O Correio foi o último dos independentes, da iniciativa privada. Atravessou décadas, fez história, passarela de cronistas, repórteres, articulistas, colunistas dos melhores. Abrigou a coluna cidadã de Abelardo, uma vitrine de informações e atualidades imprescindível ao cotidiano. Crispim, Pereira Nóbrega, Gonzaga Rodrigues, Carlos Romero, Natanael Alves, Virginius da Gama e Melo, Juarez da Gama Batista, João Manoel de Carvalho, Biu Ramos, gente que fez a boa literatura ser diária como o café da manhã, que fazia do Correio seu bom dia à notícia. E foram quase 70 anos de compromisso com a informação!

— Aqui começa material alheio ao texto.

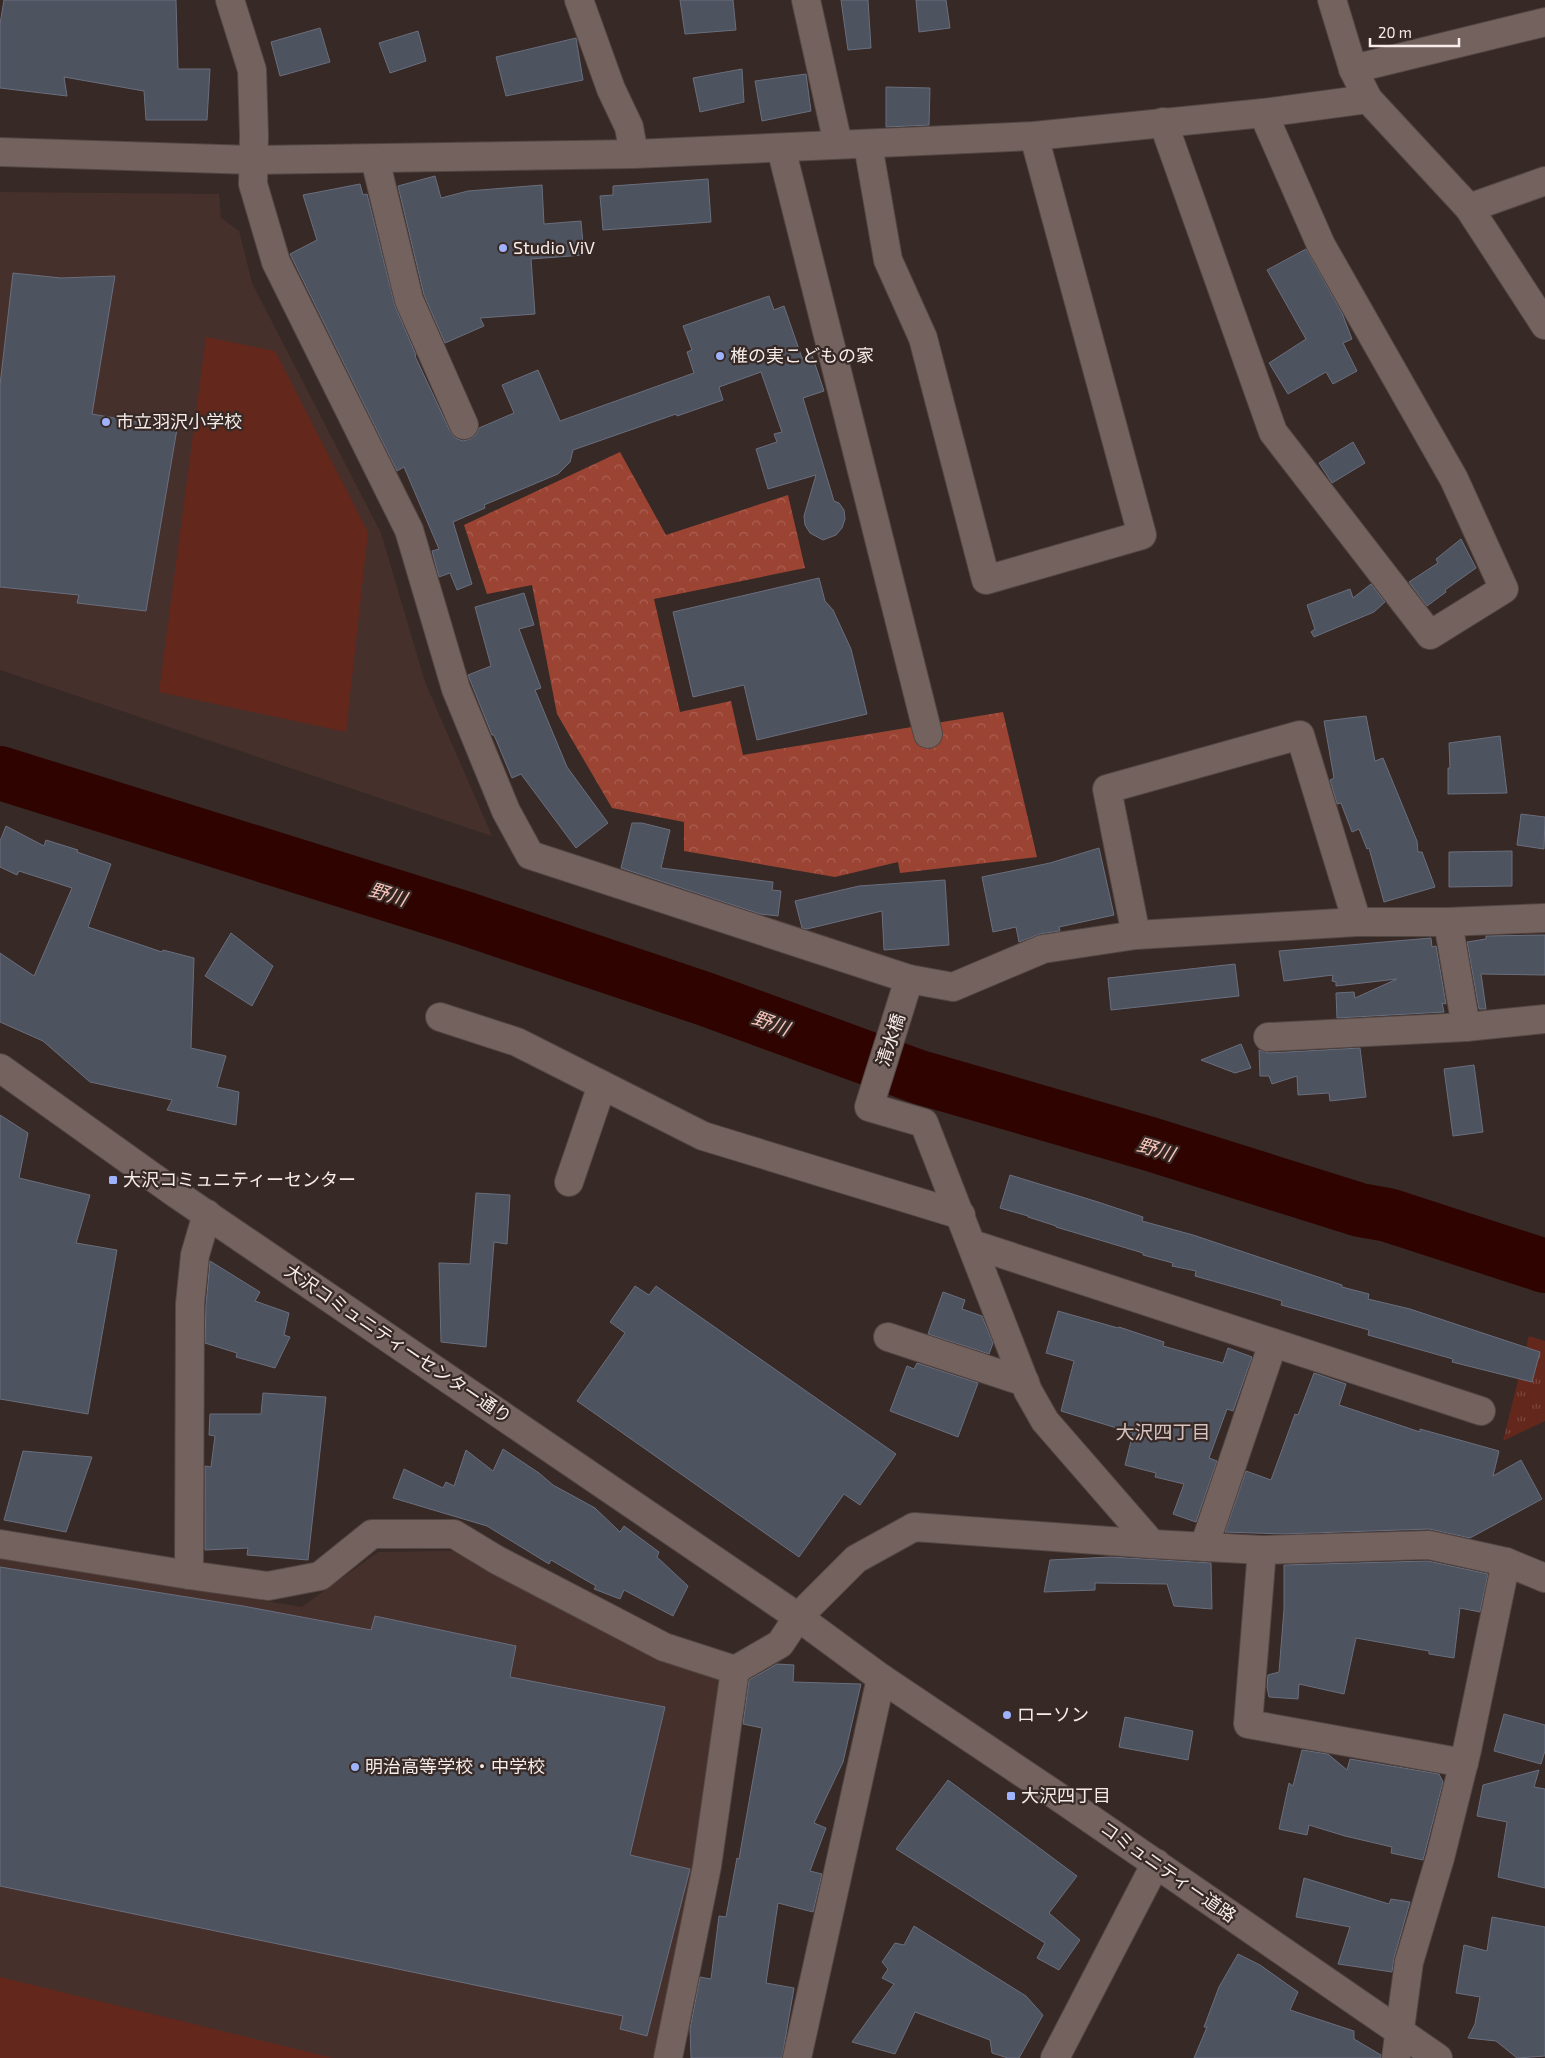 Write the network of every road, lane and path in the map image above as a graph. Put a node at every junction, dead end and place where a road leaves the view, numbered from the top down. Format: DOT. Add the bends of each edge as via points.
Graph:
graph roads {
  1 [pos="230,0"];
  2 [pos="579,0"];
  3 [pos="806,0"];
  4 [pos="1332,0"];
  5 [pos="1545,22"];
  6 [pos="1353,69"];
  7 [pos="1368,99"];
  8 [pos="1263,113"];
  9 [pos="1163,122"];
  10 [pos="1034,136"];
  11 [pos="838,144"];
  12 [pos="868,145"];
  13 [pos="781,148"];
  14 [pos="0,152"];
  15 [pos="634,154"];
  16 [pos="375,158"];
  17 [pos="253,160"];
  18 [pos="1545,181"];
  19 [pos="1469,208"];
  20 [pos="1545,325"];
  21 [pos="464,426"];
  22 [pos="928,734"];
  23 [pos="1545,918"];
  24 [pos="1357,922"];
  25 [pos="1448,922"];
  26 [pos="1136,935"];
  27 [pos="909,982"];
  28 [pos="440,1018"];
  29 [pos="1545,1019"];
  30 [pos="1466,1027"];
  31 [pos="1268,1037"];
  32 [pos="0,1068"];
  33 [pos="602,1085"];
  34 [pos="569,1182"];
  35 [pos="207,1214"];
  36 [pos="961,1215"];
  37 [pos="972,1244"];
  38 [pos="888,1337"];
  39 [pos="1274,1343"];
  40 [pos="1025,1382"];
  41 [pos="1481,1411"];
  42 [pos="0,1544"];
  43 [pos="1152,1544"];
  44 [pos="1204,1547"];
  45 [pos="1262,1550"];
  46 [pos="1506,1562"];
  47 [pos="188,1575"];
  48 [pos="1545,1578"];
  49 [pos="798,1617"];
  50 [pos="735,1670"];
  51 [pos="881,1678"];
  52 [pos="1464,1763"];
  53 [pos="1156,1863"];
  54 [pos="1400,2032"];
  55 [pos="668,2058"];
  56 [pos="797,2058"];
  57 [pos="1055,2058"];
  58 [pos="1396,2058"];
  59 [pos="1438,2058"];
  1 -- 17 [label="street" via="252,70"];
  2 -- 15 [label="street" via="611,89 629,127"];
  3 -- 11 [label="street"];
  4 -- 6 [label="street"];
  5 -- 6 [label="street"];
  6 -- 7 [label="street"];
  7 -- 8 [label="street"];
  7 -- 19 [label="street"];
  8 -- 9 [label="street"];
  8 -- 9 [label="street" via="1321,245 1454,479 1504,589 1430,635 1273,432"];
  9 -- 10 [label="street"];
  10 -- 12 [label="street"];
  10 -- 12 [label="street" via="1142,535 986,580 923,338 888,260"];
  11 -- 12 [label="street"];
  11 -- 13 [label="street"];
  13 -- 15 [label="street"];
  13 -- 22 [label="street"];
  14 -- 17 [label="street"];
  15 -- 16 [label="street"];
  16 -- 17 [label="street"];
  16 -- 21 [label="street" via="408,300"];
  17 -- 27 [label="street" via="253,184 276,262 409,530 456,689 506,812 530,855"];
  18 -- 19 [label="street"];
  19 -- 20 [label="street"];
  23 -- 25 [label="street"];
  24 -- 25 [label="street"];
  24 -- 26 [label="street"];
  24 -- 26 [label="street" via="1300,735 1107,789"];
  25 -- 30 [label="street"];
  26 -- 27 [label="street" via="1043,949 953,987"];
  27 -- 36 [label="street, 清水橋" via="869,1107 924,1123"];
  28 -- 33 [label="street" via="517,1042"];
  29 -- 30 [label="street"];
  30 -- 31 [label="street"];
  32 -- 35 [label="street, 大沢コミュニティーセンター通り"];
  33 -- 34 [label="street"];
  33 -- 36 [label="street" via="703,1136"];
  35 -- 47 [label="street" via="195,1255 190,1304"];
  35 -- 49 [label="street, 大沢コミュニティーセンター通り"];
  36 -- 37 [label="street"];
  37 -- 39 [label="street"];
  37 -- 40 [label="street"];
  38 -- 40 [label="street"];
  39 -- 41 [label="street"];
  39 -- 44 [label="street"];
  40 -- 43 [label="street" via="1046,1421"];
  42 -- 47 [label="street"];
  43 -- 44 [label="street"];
  43 -- 49 [label="street" via="914,1527 856,1559"];
  44 -- 45 [label="street"];
  45 -- 46 [label="street" via="1429,1545"];
  45 -- 52 [label="street" via="1248,1724"];
  46 -- 48 [label="street"];
  46 -- 52 [label="street"];
  47 -- 50 [label="street" via="268,1586 320,1576 372,1534 454,1534 497,1560 664,1647"];
  49 -- 50 [label="street" via="780,1644"];
  49 -- 51 [label="street, コミュニティー道路"];
  50 -- 55 [label="street" via="707,1866"];
  51 -- 53 [label="street, コミュニティー道路"];
  51 -- 56 [label="street"];
  52 -- 54 [label="street" via="1409,1962"];
  53 -- 54 [label="street, コミュニティー道路"];
  53 -- 57 [label="street"];
  54 -- 58 [label="street"];
  54 -- 59 [label="street, コミュニティー道路"];
} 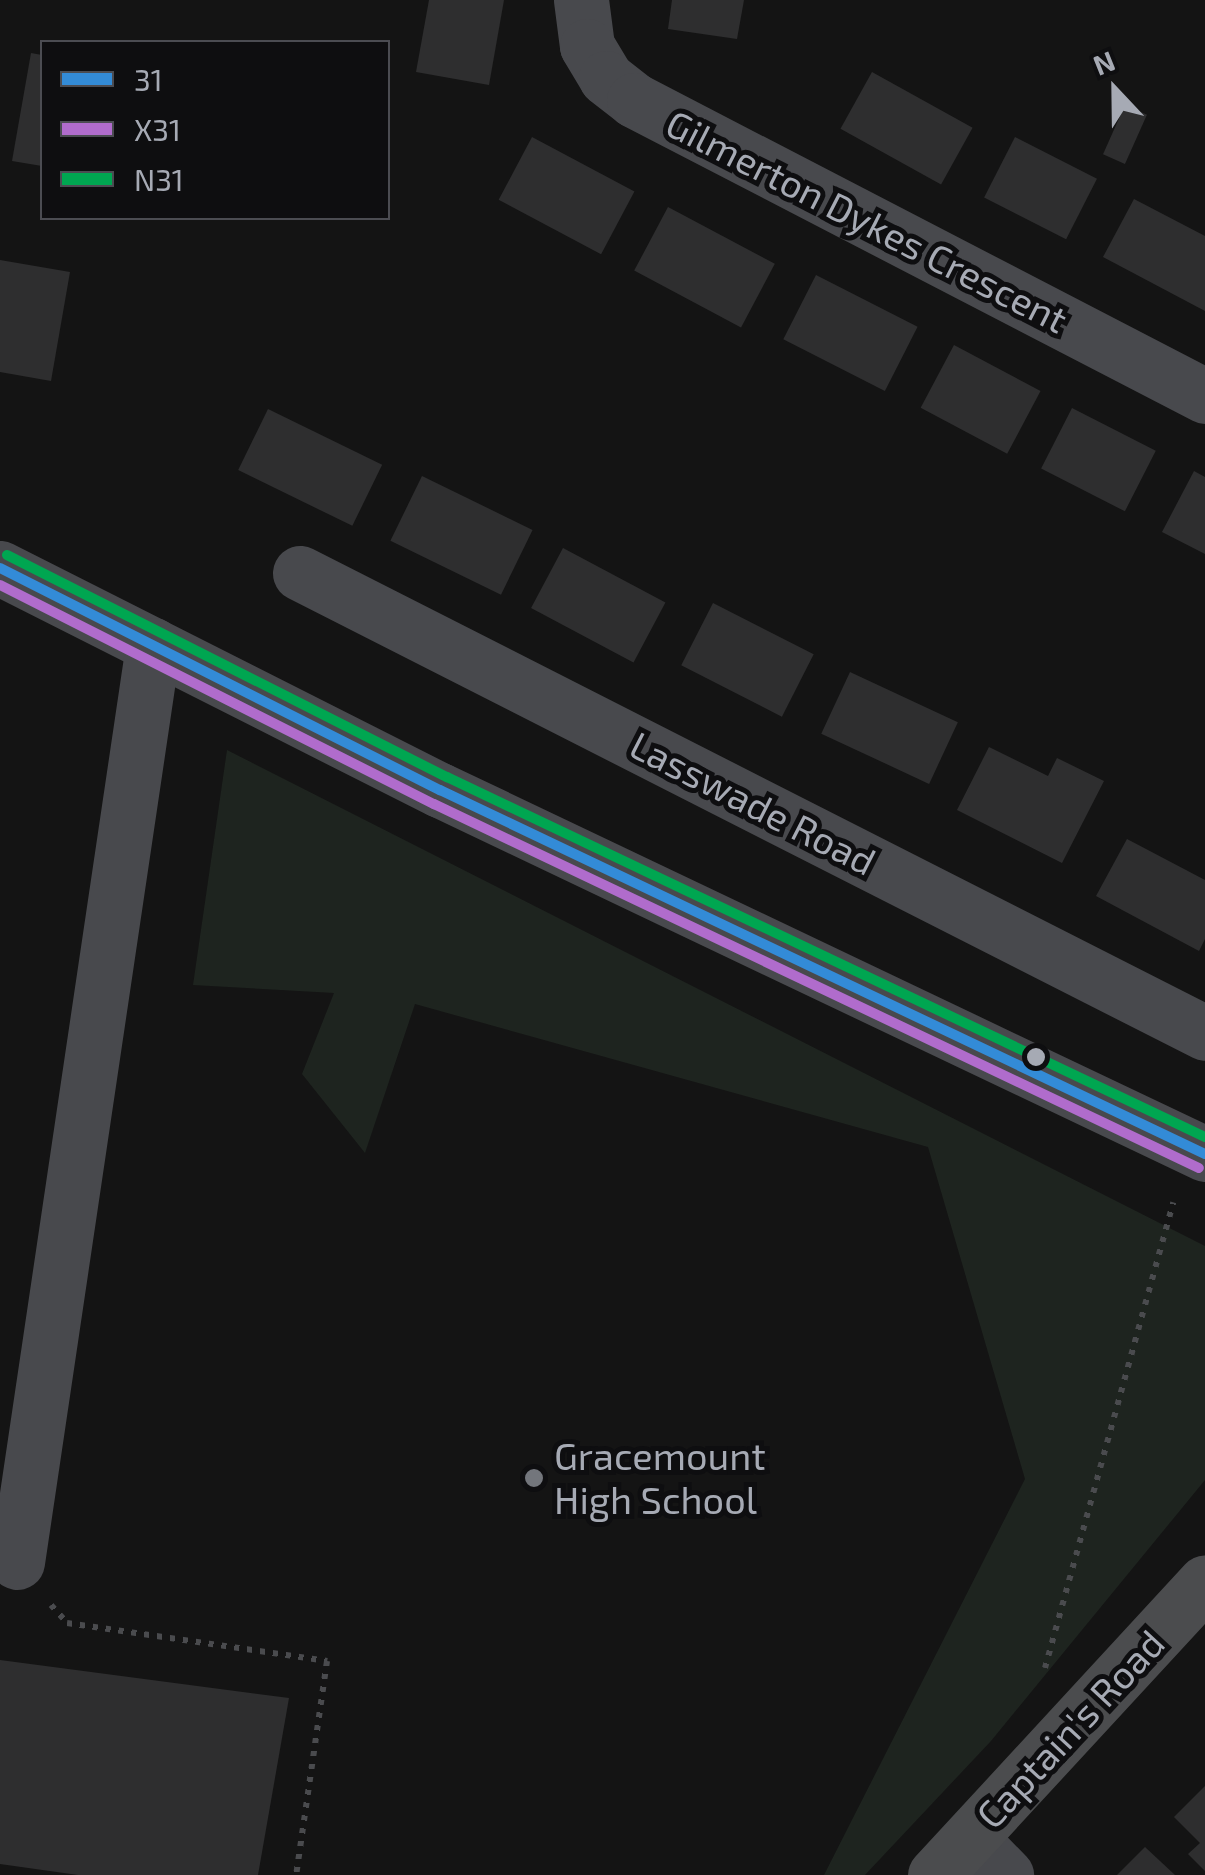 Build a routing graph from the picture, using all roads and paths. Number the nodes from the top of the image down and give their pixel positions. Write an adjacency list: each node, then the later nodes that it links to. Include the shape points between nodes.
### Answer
1 (580, 0): 2 (street, Gilmerton Dykes Crescent, via 587,46 606,78 634,100)
2 (1205, 396)
3 (0, 568): 5 (street)
4 (300, 573): 6 (street, Lasswade Road)
5 (153, 645): 7 (street, via 440,790); 8 (street)
6 (1205, 1033)
7 (1197, 1150): 10 (path)
8 (16, 1562): 12 (path, via 67,1623 328,1661)
9 (1205, 1582): 11 (main road, Captain's Road)
10 (1042, 1680)
11 (971, 1863)
12 (296, 1875)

Agora, nos restou A União. E que União! Ainda bem que, segundo nos informa Naná Garcez, é um jornal superavitário, não dá prejuízo e não precisa dos cofres do governo para nada. Tem renda própria, tem gráfica, propaganda. E cá entre nós, nesse quase século e meio, já é um patrimônio imaterial e intangível, cada vez melhor. E mesmo se um dia for extinto, ocupará lugar de honra na história do jornalismo brasileiro como escola superior da arte de escrever.

Como bradou em crônica um de seus mais ilustres colaboradores: “Que este matutino continue na sua missão. Que nenhum governador se meta a extingui-lo. Que sempre se homenageiem os grandes personagens que transitaram pelos caminhos deste jornal”! (Carlos Romero).